Map navigation can be one of the greatest hurdles that new coders have to overcome. I like to think of your first navigation program as your trial before you start to uncover more difficult applications of coding. Before I wrote my first navigation program I would have considered myself to be a novice developer; however, once I had completed my first project I feel that I discovered thought processes and applications I had never had before. The learning possibilities that are presented from solving a truly difficult problem can be the cornerstone of your development and advancement. One of the most crucial parts of this learning opportunity is the denial to use outside code. You can refer to writing and tutorials, but do your best to write all of your code yourself.

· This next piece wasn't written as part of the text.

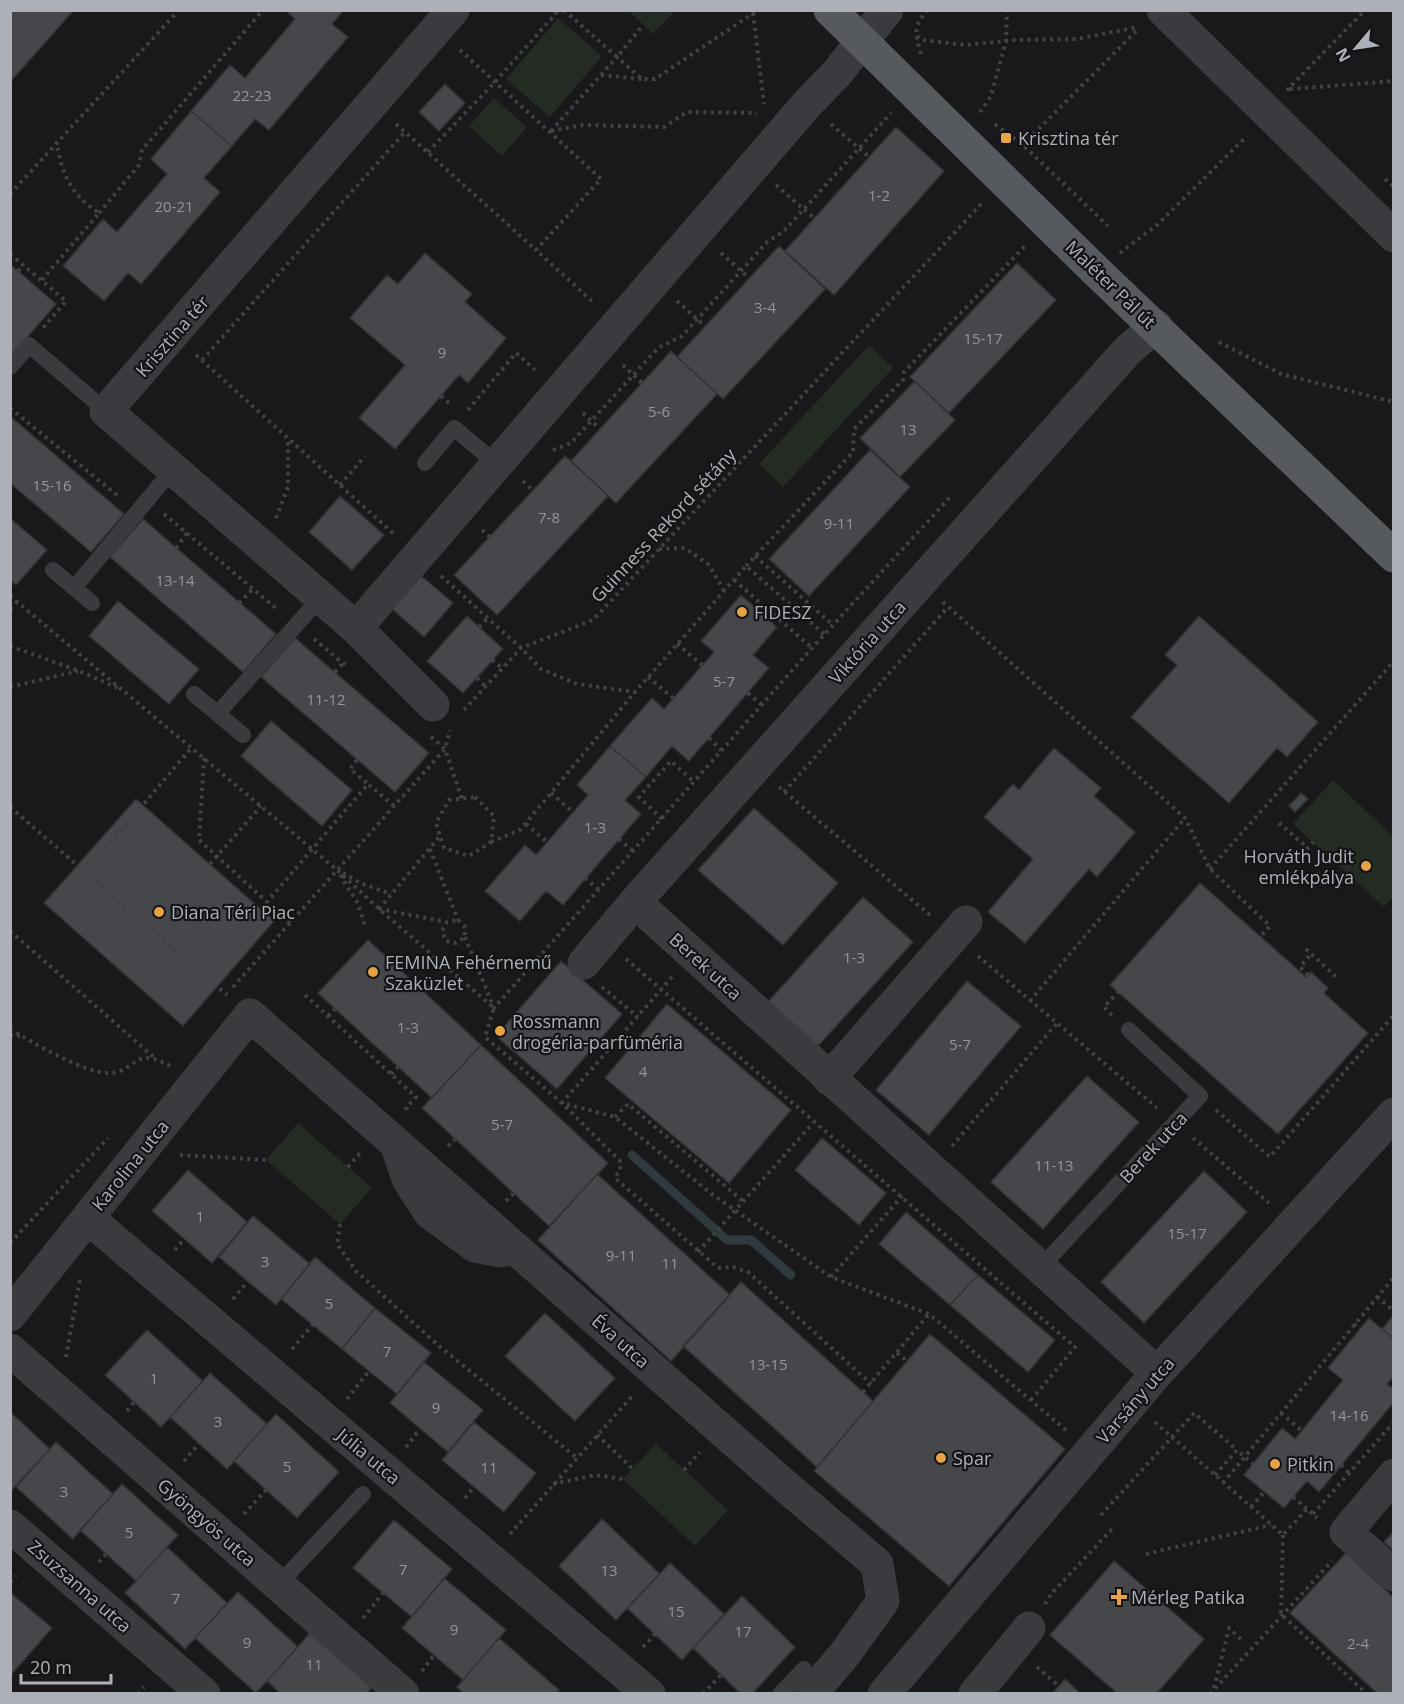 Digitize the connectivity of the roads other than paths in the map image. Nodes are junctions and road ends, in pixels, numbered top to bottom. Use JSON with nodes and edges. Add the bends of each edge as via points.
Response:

So, how do you start navigating a map? The first step is understanding different methods of navigation. There are many complex algorithms in map navigation to solve mazes as fast as possible or find the shortest possible route between two points. However, most of these algorithms take advantage of one of two most basic navigation techniques: Breadth-first search and depth-first search.

Breadth-First Search (BFS) is the first algorithm that I attempted to implement and I feel that it is the easier of the two to code. The basic principle of BFS is that you search every possible step in tandem instead of choosing one path and dedicating to it before backtracking and checking another possible path. BFS is better at finding the shortest path in most instances since it checks all possible paths at once. However, it is harder to discern a path from a BFS’s result since most of your information will not be correlated to previous moves. I prefer to use BFS when a problem asks for the least possible moves to get from point A->B.

Depth-First Search (DFS) can be more difficult to implement since it is reliant on a greater understanding of recursion and structures such as queues or stacks. The basic principle of DFS is to take a point and choose a random direction repeatedly working around the map until you reach the endpoint. You search points and their possible paths discerning if they are a possible solution. If you reach a dead-end in your navigation you then backtrack until you create a path that is able to solve the map. The greatest downside with DFS is that is not guaranteed to find the shortest navigation of the map. This is best used in tandem with BFS to find the length of the shortest possible path and then find out which path is able to solve the map while using the number of moves specified by the BFS search. You would want to use a DFS when you want an exact path through a maze.

The most basic element of map navigation is to understand the algorithm that you want to create in your code. Now that you understand the most basic search procedures in a map the next step in navigating a map would be to transition the thought approach of navigation into code. This can be tedious and will be hard in the beginning, but you must push through to advance your knowledge through the process.